Abstract
Over the last centuries streams and rivers were managed with the main
purpose of achieving drainage and flood control, with the reduction of
hydraulic roughness and minimally obstruction of the flow, removing and
impoverishing native riparian vegetation, causing flood peaks increase
and flood wave travel time decrease. This study focuses on the
evaluation of the hydraulic effects caused by the application of
different management techniques carried out in a vegetated river; the
considered scenarios regard radical or severe cut and an alternative or
selective cut, with the aim of simulating the interaction between flow
hydrodynamics and riparian vegetation, in particular in terms of peak
discharge and flood conveyance. The proposed methodology is applied and
tested along the Ombrone Pistoiese River in Tuscany. Water flow
resistance caused by rigid riparian vegetation along the reach were
calculated on the base of measurements collected during two field
campaigns, conducted in 2018 and 2022, before and after the severe
management cut. The main morphometrical vegetation features (i.e., stem
diameters and overstorey density) have been measured at different cross
sections of the vegetated reach. Hydraulic simulations in the 4.4 km
modeled reach showed a wave celerity decrease up to 15%, due to the
presence of surveyed riparian vegetation, potentially causing a delay of
the flood up to 20 minutes. Hence results suggest that there is
considerable advantage in managing riparian vegetation with a less
impacting technique, both to alleviate downstream flooding and also
preserve riparian ecosystem. We adopted three different formulations for
each type of vegetation. For shrubby vegetation we used Jarvela’s (2004)
equation, that requires the Leaf Area Index (LAI) as input parameter.

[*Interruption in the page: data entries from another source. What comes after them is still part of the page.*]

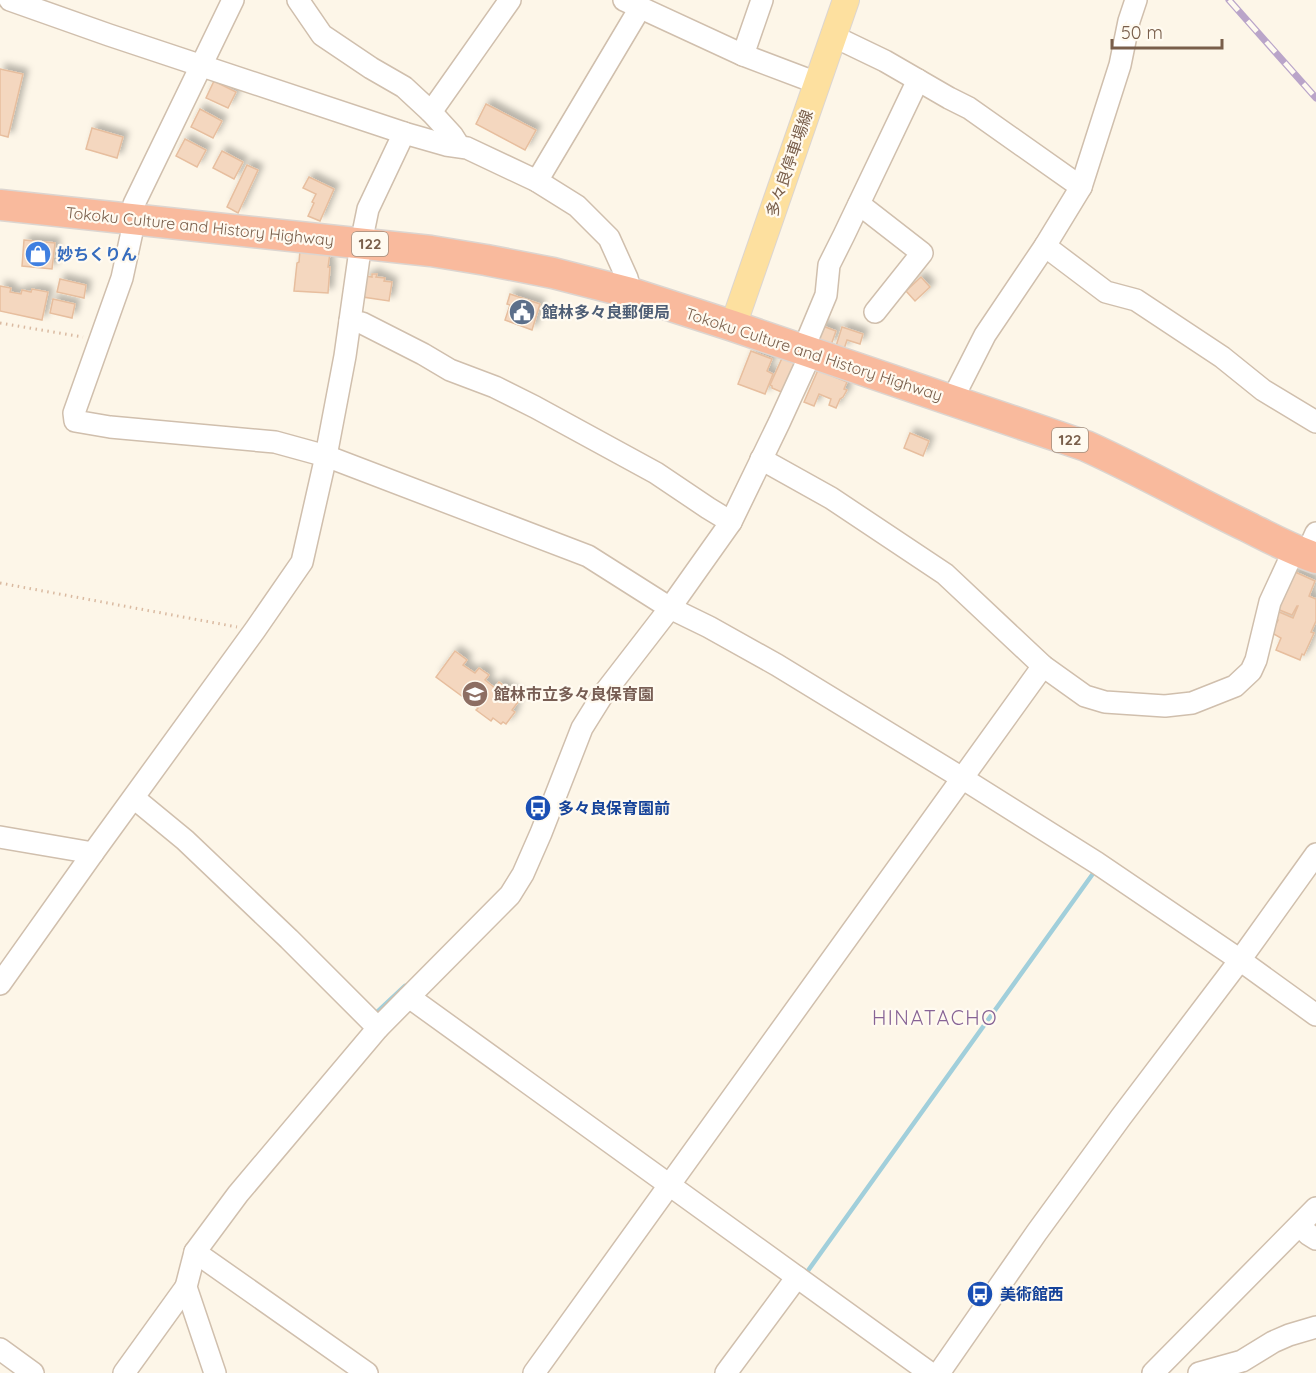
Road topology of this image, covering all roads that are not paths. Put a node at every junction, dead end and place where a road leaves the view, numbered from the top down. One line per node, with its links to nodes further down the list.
1 (10, 0): 11 (street)
2 (233, 0): 11 (street)
3 (298, 0): 14 (street)
4 (510, 0): 14 (street)
5 (762, 0): 10 (street)
6 (846, 0): 9 (main road, 多々良停車場線)
7 (1136, 0): 18 (street)
8 (633, 3): 10 (street); 17 (street)
9 (833, 36): 12 (street); 13 (main road, 多々良停車場線)
10 (743, 55): 13 (street)
11 (201, 65): 15 (street); 21 (street)
12 (918, 80): 18 (street); 19 (street)
13 (817, 83): 27 (main road, 多々良停車場線)
14 (431, 112): 16 (street)
15 (404, 133): 16 (street); 22 (street)
16 (459, 146): 17 (street)
17 (537, 181): 24 (street)
18 (1081, 187): 23 (street)
19 (859, 204): 25 (street); 28 (street)
20 (0, 205): 21 (highway, Tokoku Culture and History Highway / 122)
21 (135, 218): 22 (highway, Tokoku Culture and History Highway / 122); 31 (street)
22 (361, 243): 24 (highway, Tokoku Culture and History Highway / 122); 26 (street)
23 (1045, 246): 29 (street); 30 (street)
24 (631, 293): 27 (highway, Tokoku Culture and History Highway / 122)
25 (875, 312)
26 (350, 321): 31 (street); 33 (street)
27 (733, 326): 28 (highway, Tokoku Culture and History Highway / 122)
28 (807, 351): 29 (highway, Tokoku Culture and History Highway / 122); 32 (street)
29 (952, 400): 34 (highway, Tokoku Culture and History Highway / 122)
30 (1316, 422)
31 (326, 456): 35 (street); 38 (street)
32 (761, 459): 33 (street); 36 (street)
33 (731, 522): 35 (street)
34 (1308, 549): 36 (street)
35 (670, 608): 37 (street); 44 (street)
36 (1043, 666): 37 (street)
37 (962, 778): 42 (street); 47 (street)
38 (134, 798): 40 (street); 46 (street)
39 (0, 837): 40 (street)
40 (93, 853): 43 (street)
41 (1316, 854): 42 (street)
42 (1240, 960): 45 (street); 63 (street)
43 (0, 984)
44 (409, 997): 46 (street); 47 (street)
45 (1316, 1015)
46 (378, 1028): 51 (street)
47 (668, 1185): 52 (street); 60 (street)
48 (1316, 1208): 49 (street)
49 (1300, 1224): 50 (street); 64 (street)
50 (1316, 1239)
51 (195, 1252): 53 (street); 59 (street)
52 (797, 1277): 61 (street); 62 (street)
53 (186, 1287): 57 (street); 58 (street)
54 (1316, 1327): 65 (street)
55 (0, 1349): 56 (street)
56 (33, 1373)
57 (124, 1373)
58 (215, 1373)
59 (367, 1373)
60 (534, 1373)
61 (726, 1373)
62 (930, 1373)
63 (939, 1373)
64 (1153, 1373)
65 (1199, 1373)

For herbaceous vegetation we adopted the formulation in the case of
fully submerged herbaceous vegetation developed by Nepf (2012). Finally,
for woody, rigid vegetation we considered the formulation developed by
Baptist et al. (2007), which considers the rigid stems contribution
calculating the roughness coefficient as a function of stem diameters,
spatial density and water depth. Roughness coefficients obtained for
cross-subsections were subsequently used to calculate the equivalent
Manning’s value for each cross-section. Results showed that the higher
intensity management techniques worsened the flood risk after few years
after the cut, where low intensity or selective thinning would have had
a lower impact.